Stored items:
• • • • •

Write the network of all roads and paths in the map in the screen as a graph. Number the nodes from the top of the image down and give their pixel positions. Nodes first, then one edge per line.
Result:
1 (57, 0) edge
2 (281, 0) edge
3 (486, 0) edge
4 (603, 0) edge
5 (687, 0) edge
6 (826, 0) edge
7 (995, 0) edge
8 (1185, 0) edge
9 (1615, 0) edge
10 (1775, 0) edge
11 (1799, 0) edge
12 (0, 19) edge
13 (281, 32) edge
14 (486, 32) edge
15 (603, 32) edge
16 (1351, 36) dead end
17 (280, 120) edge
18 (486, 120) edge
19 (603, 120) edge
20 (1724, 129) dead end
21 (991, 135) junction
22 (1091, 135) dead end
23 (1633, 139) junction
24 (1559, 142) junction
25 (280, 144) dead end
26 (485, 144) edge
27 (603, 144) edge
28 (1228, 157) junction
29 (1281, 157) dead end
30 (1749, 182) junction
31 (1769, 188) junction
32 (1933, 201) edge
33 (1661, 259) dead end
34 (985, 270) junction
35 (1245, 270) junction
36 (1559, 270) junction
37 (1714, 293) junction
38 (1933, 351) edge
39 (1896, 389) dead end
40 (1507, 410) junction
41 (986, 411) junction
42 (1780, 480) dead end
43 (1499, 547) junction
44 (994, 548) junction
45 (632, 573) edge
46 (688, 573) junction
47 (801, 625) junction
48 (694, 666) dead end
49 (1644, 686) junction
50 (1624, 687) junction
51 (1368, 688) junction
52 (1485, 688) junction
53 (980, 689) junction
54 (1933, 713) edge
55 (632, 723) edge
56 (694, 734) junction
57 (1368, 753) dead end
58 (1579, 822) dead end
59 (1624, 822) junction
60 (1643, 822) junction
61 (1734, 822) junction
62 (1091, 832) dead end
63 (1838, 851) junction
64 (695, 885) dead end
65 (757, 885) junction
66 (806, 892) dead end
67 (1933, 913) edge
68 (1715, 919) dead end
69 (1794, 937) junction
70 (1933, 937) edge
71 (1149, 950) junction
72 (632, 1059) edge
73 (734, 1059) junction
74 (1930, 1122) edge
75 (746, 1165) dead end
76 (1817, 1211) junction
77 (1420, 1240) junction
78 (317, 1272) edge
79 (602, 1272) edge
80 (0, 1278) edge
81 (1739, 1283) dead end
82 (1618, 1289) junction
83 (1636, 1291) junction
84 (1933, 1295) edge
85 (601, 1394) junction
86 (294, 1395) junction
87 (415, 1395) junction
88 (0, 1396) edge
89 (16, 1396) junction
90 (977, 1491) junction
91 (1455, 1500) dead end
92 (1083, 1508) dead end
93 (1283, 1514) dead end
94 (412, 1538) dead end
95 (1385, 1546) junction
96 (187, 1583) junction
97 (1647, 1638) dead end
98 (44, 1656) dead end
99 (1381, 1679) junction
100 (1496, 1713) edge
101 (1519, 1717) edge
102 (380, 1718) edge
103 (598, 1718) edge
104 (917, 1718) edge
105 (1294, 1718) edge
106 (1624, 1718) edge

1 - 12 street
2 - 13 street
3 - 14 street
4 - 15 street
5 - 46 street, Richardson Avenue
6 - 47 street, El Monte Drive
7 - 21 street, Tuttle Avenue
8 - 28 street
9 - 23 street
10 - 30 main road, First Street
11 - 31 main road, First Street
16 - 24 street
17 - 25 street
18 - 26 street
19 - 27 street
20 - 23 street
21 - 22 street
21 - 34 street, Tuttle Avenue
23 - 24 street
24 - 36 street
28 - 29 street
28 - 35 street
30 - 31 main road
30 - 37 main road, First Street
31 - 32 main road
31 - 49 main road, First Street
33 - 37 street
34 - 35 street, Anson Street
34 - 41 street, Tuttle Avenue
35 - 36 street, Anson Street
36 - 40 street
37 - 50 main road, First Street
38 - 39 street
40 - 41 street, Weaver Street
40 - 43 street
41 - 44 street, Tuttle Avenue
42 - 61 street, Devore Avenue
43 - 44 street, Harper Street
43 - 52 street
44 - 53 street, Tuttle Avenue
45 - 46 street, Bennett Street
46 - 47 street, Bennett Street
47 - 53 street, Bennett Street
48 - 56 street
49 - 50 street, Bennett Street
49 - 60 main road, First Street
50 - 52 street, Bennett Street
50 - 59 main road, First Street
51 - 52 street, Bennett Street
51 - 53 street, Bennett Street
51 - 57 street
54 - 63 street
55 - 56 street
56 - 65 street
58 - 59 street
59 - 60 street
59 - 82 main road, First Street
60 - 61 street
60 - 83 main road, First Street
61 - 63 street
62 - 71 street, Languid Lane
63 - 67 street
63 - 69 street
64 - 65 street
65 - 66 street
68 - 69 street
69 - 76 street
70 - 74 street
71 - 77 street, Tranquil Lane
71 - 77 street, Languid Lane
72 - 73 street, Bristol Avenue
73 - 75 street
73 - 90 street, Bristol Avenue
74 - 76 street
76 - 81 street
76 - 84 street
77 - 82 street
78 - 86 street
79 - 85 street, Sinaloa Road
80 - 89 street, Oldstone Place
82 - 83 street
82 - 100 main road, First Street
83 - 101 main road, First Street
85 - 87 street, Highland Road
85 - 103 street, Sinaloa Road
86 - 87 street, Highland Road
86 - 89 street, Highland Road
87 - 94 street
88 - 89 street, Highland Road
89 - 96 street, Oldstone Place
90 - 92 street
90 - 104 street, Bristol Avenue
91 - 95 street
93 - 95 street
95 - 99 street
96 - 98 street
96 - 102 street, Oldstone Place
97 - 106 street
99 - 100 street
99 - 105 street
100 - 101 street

• • • • •

*WHAT YOU NEED TO DO*: Return all the lines above exactly as given.

*SOLUTION TO THIS PROBLEM*:
Write the network of all roads and paths in the map in the screen as a graph. Number the nodes from the top of the image down and give their pixel positions. Nodes first, then one edge per line.
Result:
1 (57, 0) edge
2 (281, 0) edge
3 (486, 0) edge
4 (603, 0) edge
5 (687, 0) edge
6 (826, 0) edge
7 (995, 0) edge
8 (1185, 0) edge
9 (1615, 0) edge
10 (1775, 0) edge
11 (1799, 0) edge
12 (0, 19) edge
13 (281, 32) edge
14 (486, 32) edge
15 (603, 32) edge
16 (1351, 36) dead end
17 (280, 120) edge
18 (486, 120) edge
19 (603, 120) edge
20 (1724, 129) dead end
21 (991, 135) junction
22 (1091, 135) dead end
23 (1633, 139) junction
24 (1559, 142) junction
25 (280, 144) dead end
26 (485, 144) edge
27 (603, 144) edge
28 (1228, 157) junction
29 (1281, 157) dead end
30 (1749, 182) junction
31 (1769, 188) junction
32 (1933, 201) edge
33 (1661, 259) dead end
34 (985, 270) junction
35 (1245, 270) junction
36 (1559, 270) junction
37 (1714, 293) junction
38 (1933, 351) edge
39 (1896, 389) dead end
40 (1507, 410) junction
41 (986, 411) junction
42 (1780, 480) dead end
43 (1499, 547) junction
44 (994, 548) junction
45 (632, 573) edge
46 (688, 573) junction
47 (801, 625) junction
48 (694, 666) dead end
49 (1644, 686) junction
50 (1624, 687) junction
51 (1368, 688) junction
52 (1485, 688) junction
53 (980, 689) junction
54 (1933, 713) edge
55 (632, 723) edge
56 (694, 734) junction
57 (1368, 753) dead end
58 (1579, 822) dead end
59 (1624, 822) junction
60 (1643, 822) junction
61 (1734, 822) junction
62 (1091, 832) dead end
63 (1838, 851) junction
64 (695, 885) dead end
65 (757, 885) junction
66 (806, 892) dead end
67 (1933, 913) edge
68 (1715, 919) dead end
69 (1794, 937) junction
70 (1933, 937) edge
71 (1149, 950) junction
72 (632, 1059) edge
73 (734, 1059) junction
74 (1930, 1122) edge
75 (746, 1165) dead end
76 (1817, 1211) junction
77 (1420, 1240) junction
78 (317, 1272) edge
79 (602, 1272) edge
80 (0, 1278) edge
81 (1739, 1283) dead end
82 (1618, 1289) junction
83 (1636, 1291) junction
84 (1933, 1295) edge
85 (601, 1394) junction
86 (294, 1395) junction
87 (415, 1395) junction
88 (0, 1396) edge
89 (16, 1396) junction
90 (977, 1491) junction
91 (1455, 1500) dead end
92 (1083, 1508) dead end
93 (1283, 1514) dead end
94 (412, 1538) dead end
95 (1385, 1546) junction
96 (187, 1583) junction
97 (1647, 1638) dead end
98 (44, 1656) dead end
99 (1381, 1679) junction
100 (1496, 1713) edge
101 (1519, 1717) edge
102 (380, 1718) edge
103 (598, 1718) edge
104 (917, 1718) edge
105 (1294, 1718) edge
106 (1624, 1718) edge

1 - 12 street
2 - 13 street
3 - 14 street
4 - 15 street
5 - 46 street, Richardson Avenue
6 - 47 street, El Monte Drive
7 - 21 street, Tuttle Avenue
8 - 28 street
9 - 23 street
10 - 30 main road, First Street
11 - 31 main road, First Street
16 - 24 street
17 - 25 street
18 - 26 street
19 - 27 street
20 - 23 street
21 - 22 street
21 - 34 street, Tuttle Avenue
23 - 24 street
24 - 36 street
28 - 29 street
28 - 35 street
30 - 31 main road
30 - 37 main road, First Street
31 - 32 main road
31 - 49 main road, First Street
33 - 37 street
34 - 35 street, Anson Street
34 - 41 street, Tuttle Avenue
35 - 36 street, Anson Street
36 - 40 street
37 - 50 main road, First Street
38 - 39 street
40 - 41 street, Weaver Street
40 - 43 street
41 - 44 street, Tuttle Avenue
42 - 61 street, Devore Avenue
43 - 44 street, Harper Street
43 - 52 street
44 - 53 street, Tuttle Avenue
45 - 46 street, Bennett Street
46 - 47 street, Bennett Street
47 - 53 street, Bennett Street
48 - 56 street
49 - 50 street, Bennett Street
49 - 60 main road, First Street
50 - 52 street, Bennett Street
50 - 59 main road, First Street
51 - 52 street, Bennett Street
51 - 53 street, Bennett Street
51 - 57 street
54 - 63 street
55 - 56 street
56 - 65 street
58 - 59 street
59 - 60 street
59 - 82 main road, First Street
60 - 61 street
60 - 83 main road, First Street
61 - 63 street
62 - 71 street, Languid Lane
63 - 67 street
63 - 69 street
64 - 65 street
65 - 66 street
68 - 69 street
69 - 76 street
70 - 74 street
71 - 77 street, Tranquil Lane
71 - 77 street, Languid Lane
72 - 73 street, Bristol Avenue
73 - 75 street
73 - 90 street, Bristol Avenue
74 - 76 street
76 - 81 street
76 - 84 street
77 - 82 street
78 - 86 street
79 - 85 street, Sinaloa Road
80 - 89 street, Oldstone Place
82 - 83 street
82 - 100 main road, First Street
83 - 101 main road, First Street
85 - 87 street, Highland Road
85 - 103 street, Sinaloa Road
86 - 87 street, Highland Road
86 - 89 street, Highland Road
87 - 94 street
88 - 89 street, Highland Road
89 - 96 street, Oldstone Place
90 - 92 street
90 - 104 street, Bristol Avenue
91 - 95 street
93 - 95 street
95 - 99 street
96 - 98 street
96 - 102 street, Oldstone Place
97 - 106 street
99 - 100 street
99 - 105 street
100 - 101 street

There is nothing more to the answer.